DATA FOR PROCESSING:
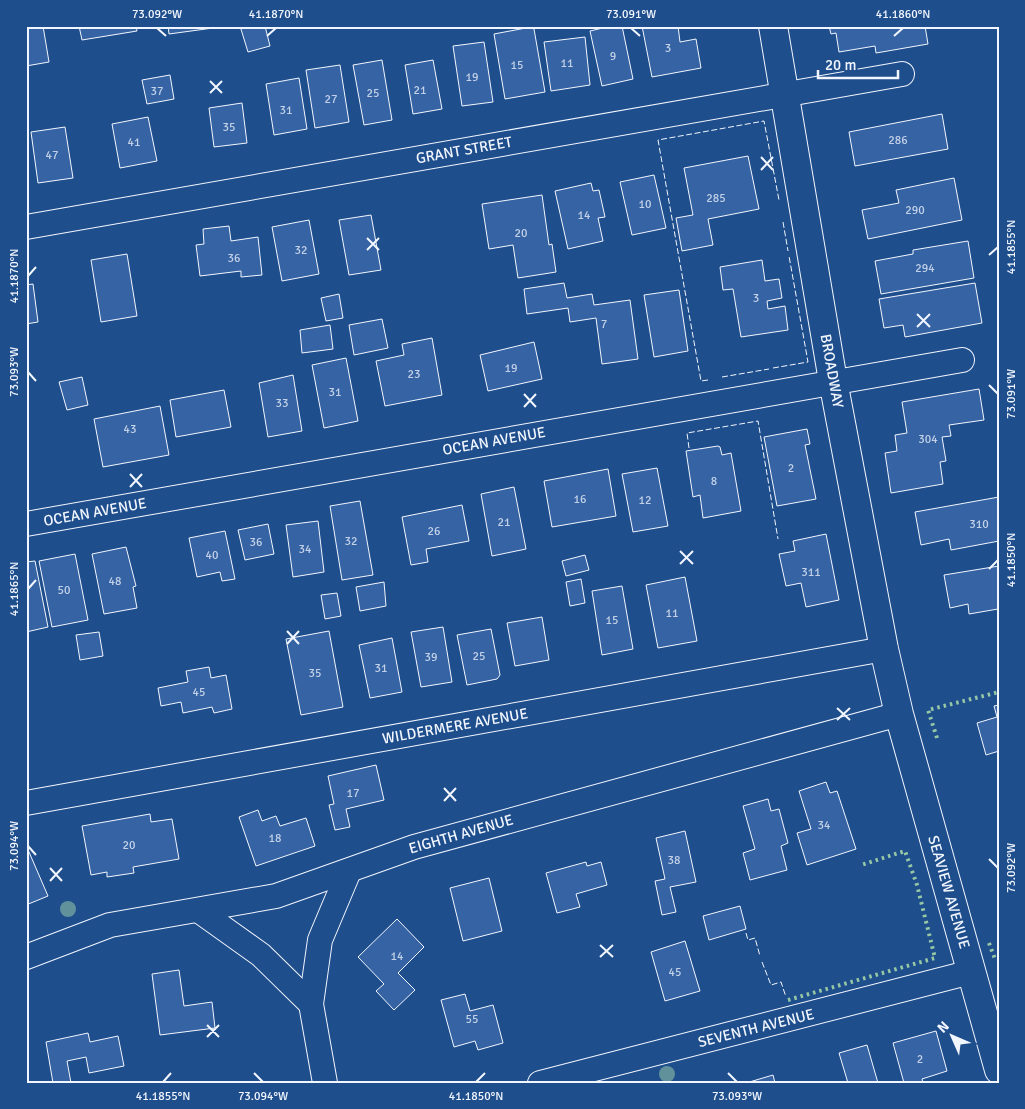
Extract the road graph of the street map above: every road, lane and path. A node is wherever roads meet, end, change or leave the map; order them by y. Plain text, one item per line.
1 (773, 26) edge
2 (902, 74) dead end
3 (785, 94) junction
4 (26, 227) edge
5 (962, 360) dead end
6 (833, 381) junction
7 (26, 524) edge
8 (884, 649) junction
9 (899, 714) junction
10 (26, 803) edge
11 (349, 871) junction
12 (198, 910) junction
13 (26, 958) edge
14 (971, 972) junction
15 (310, 1004) junction
16 (999, 1070) edge
17 (325, 1083) edge
18 (540, 1083) edge

1 - 3 street, BROADWAY
2 - 3 street, GRANT STREET
3 - 4 street, GRANT STREET
3 - 6 street, BROADWAY
5 - 6 street, OCEAN AVENUE
6 - 7 street, OCEAN AVENUE
6 - 8 street, BROADWAY
8 - 9 street, BROADWAY
8 - 10 street, WILDERMERE AVENUE
9 - 11 street, EIGHTH AVENUE
9 - 14 street, SEAVIEW AVENUE
11 - 12 street, EIGHTH AVENUE
11 - 15 street
12 - 13 street, EIGHTH AVENUE
12 - 15 street
14 - 16 street, SEAVIEW AVENUE
14 - 18 street, SEVENTH AVENUE
15 - 17 street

DESCRIPTION OF THE TASK: Please print out the entries above exactly. The pictures stay out.

OUTPUT:
Extract the road graph of the street map above: every road, lane and path. A node is wherever roads meet, end, change or leave the map; order them by y. Plain text, one item per line.
1 (773, 26) edge
2 (902, 74) dead end
3 (785, 94) junction
4 (26, 227) edge
5 (962, 360) dead end
6 (833, 381) junction
7 (26, 524) edge
8 (884, 649) junction
9 (899, 714) junction
10 (26, 803) edge
11 (349, 871) junction
12 (198, 910) junction
13 (26, 958) edge
14 (971, 972) junction
15 (310, 1004) junction
16 (999, 1070) edge
17 (325, 1083) edge
18 (540, 1083) edge

1 - 3 street, BROADWAY
2 - 3 street, GRANT STREET
3 - 4 street, GRANT STREET
3 - 6 street, BROADWAY
5 - 6 street, OCEAN AVENUE
6 - 7 street, OCEAN AVENUE
6 - 8 street, BROADWAY
8 - 9 street, BROADWAY
8 - 10 street, WILDERMERE AVENUE
9 - 11 street, EIGHTH AVENUE
9 - 14 street, SEAVIEW AVENUE
11 - 12 street, EIGHTH AVENUE
11 - 15 street
12 - 13 street, EIGHTH AVENUE
12 - 15 street
14 - 16 street, SEAVIEW AVENUE
14 - 18 street, SEVENTH AVENUE
15 - 17 street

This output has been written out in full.